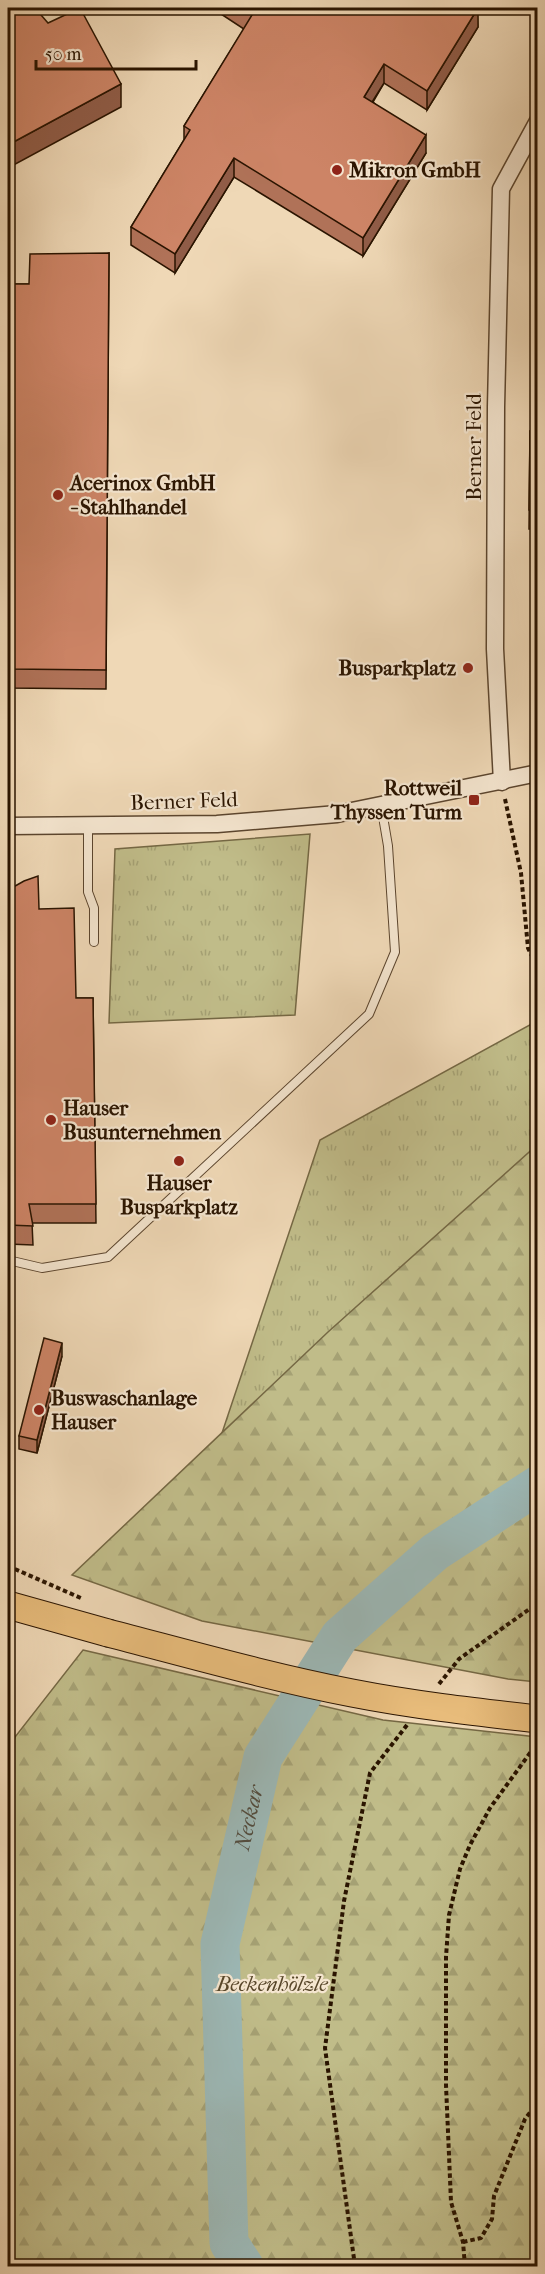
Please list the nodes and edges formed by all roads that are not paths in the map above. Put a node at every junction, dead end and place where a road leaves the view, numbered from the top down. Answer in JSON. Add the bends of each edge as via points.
{"nodes":[{"id":1,"x":537,"y":121,"type":"edge"},
{"id":2,"x":537,"y":773,"type":"edge"},
{"id":3,"x":502,"y":782,"type":"junction"},
{"id":4,"x":381,"y":805,"type":"junction"},
{"id":5,"x":88,"y":825,"type":"junction"},
{"id":6,"x":8,"y":826,"type":"edge"},
{"id":7,"x":94,"y":942,"type":"dead end"},
{"id":8,"x":8,"y":1260,"type":"edge"},
{"id":9,"x":8,"y":1605,"type":"edge"},
{"id":10,"x":537,"y":1719,"type":"edge"}],
"edges":[{"from":1,"to":3,"type":"street","name":"Berner Feld","via":[[501,189],[495,649]]},
{"from":2,"to":3,"type":"street","name":"Berner Feld"},
{"from":3,"to":4,"type":"street","name":"Berner Feld"},
{"from":4,"to":5,"type":"street","name":"Berner Feld","via":[[337,814],[218,824]]},
{"from":4,"to":8,"type":"lane","via":[[388,846],[395,952],[369,1014],[108,1257],[42,1268]]},
{"from":5,"to":6,"type":"street","name":"Berner Feld"},
{"from":5,"to":7,"type":"lane","via":[[88,892],[94,908]]},
{"from":9,"to":10,"type":"main road","bridge":true,"via":[[269,1675],[353,1693]]}]}
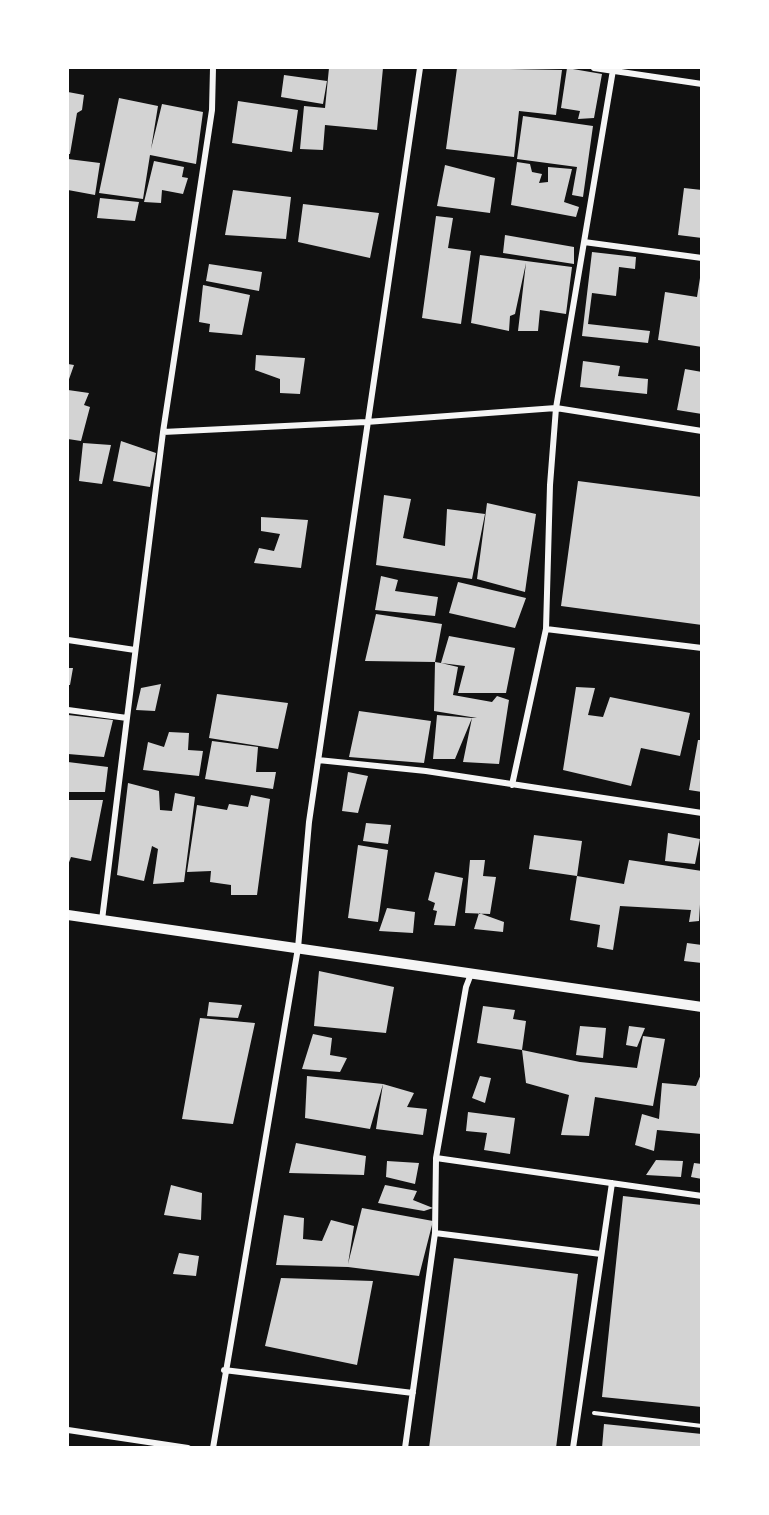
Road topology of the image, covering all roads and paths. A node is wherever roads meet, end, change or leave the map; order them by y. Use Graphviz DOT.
graph roads {
  1 [pos="213,68"];
  2 [pos="420,68"];
  3 [pos="594,68"];
  4 [pos="613,70"];
  5 [pos="702,84"];
  6 [pos="584,242"];
  7 [pos="702,258"];
  8 [pos="556,408"];
  9 [pos="366,422"];
  10 [pos="702,431"];
  11 [pos="163,432"];
  12 [pos="546,629"];
  13 [pos="68,640"];
  14 [pos="702,648"];
  15 [pos="135,650"];
  16 [pos="68,710"];
  17 [pos="127,718"];
  18 [pos="318,760"];
  19 [pos="512,785"];
  20 [pos="702,813"];
  21 [pos="68,915"];
  22 [pos="102,920"];
  23 [pos="298,948"];
  24 [pos="471,974"];
  25 [pos="702,1007"];
  26 [pos="436,1158"];
  27 [pos="612,1183"];
  28 [pos="702,1196"];
  29 [pos="435,1233"];
  30 [pos="601,1254"];
  31 [pos="225,1370"];
  32 [pos="413,1393"];
  33 [pos="578,1411"];
  34 [pos="702,1426"];
  35 [pos="68,1430"];
  36 [pos="188,1448"];
  37 [pos="213,1448"];
  38 [pos="405,1448"];
  39 [pos="573,1448"];
  1 -- 11 [label="street"];
  2 -- 9 [label="street"];
  3 -- 4 [label="street"];
  4 -- 5 [label="street"];
  4 -- 6 [label="street"];
  6 -- 7 [label="street"];
  6 -- 8 [label="street"];
  8 -- 9 [label="street"];
  8 -- 10 [label="street"];
  8 -- 12 [label="street"];
  9 -- 11 [label="street"];
  9 -- 18 [label="street"];
  11 -- 15 [label="street"];
  12 -- 14 [label="street"];
  12 -- 19 [label="street"];
  13 -- 15 [label="street"];
  15 -- 17 [label="street"];
  16 -- 17 [label="street"];
  17 -- 22 [label="street"];
  18 -- 19 [label="street"];
  18 -- 23 [label="street"];
  19 -- 20 [label="street"];
  21 -- 22 [label="street"];
  22 -- 23 [label="street"];
  23 -- 24 [label="street"];
  23 -- 31 [label="street"];
  24 -- 25 [label="street"];
  24 -- 26 [label="street"];
  26 -- 27 [label="street"];
  26 -- 29 [label="street"];
  27 -- 28 [label="street"];
  27 -- 30 [label="street"];
  29 -- 30 [label="street"];
  29 -- 32 [label="street"];
  30 -- 33 [label="street"];
  31 -- 32 [label="street"];
  31 -- 37 [label="street"];
  32 -- 38 [label="street"];
  33 -- 34 [label="path"];
  33 -- 39 [label="street"];
  35 -- 36 [label="street"];
}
○ ○ ○ ○
Show the lines of the listing above with "edges".

Please list the nodes and edges formed by all roads that are not paths in the map above. Put a node at every junction, dead end and place where a road leaves the view, numbered from the top down. Answer in JSON. Add the bends of each edge as via points.
"edges":[{"from":1,"to":3,"type":"street","name":"Berner Feld","via":[[501,189],[495,649]]},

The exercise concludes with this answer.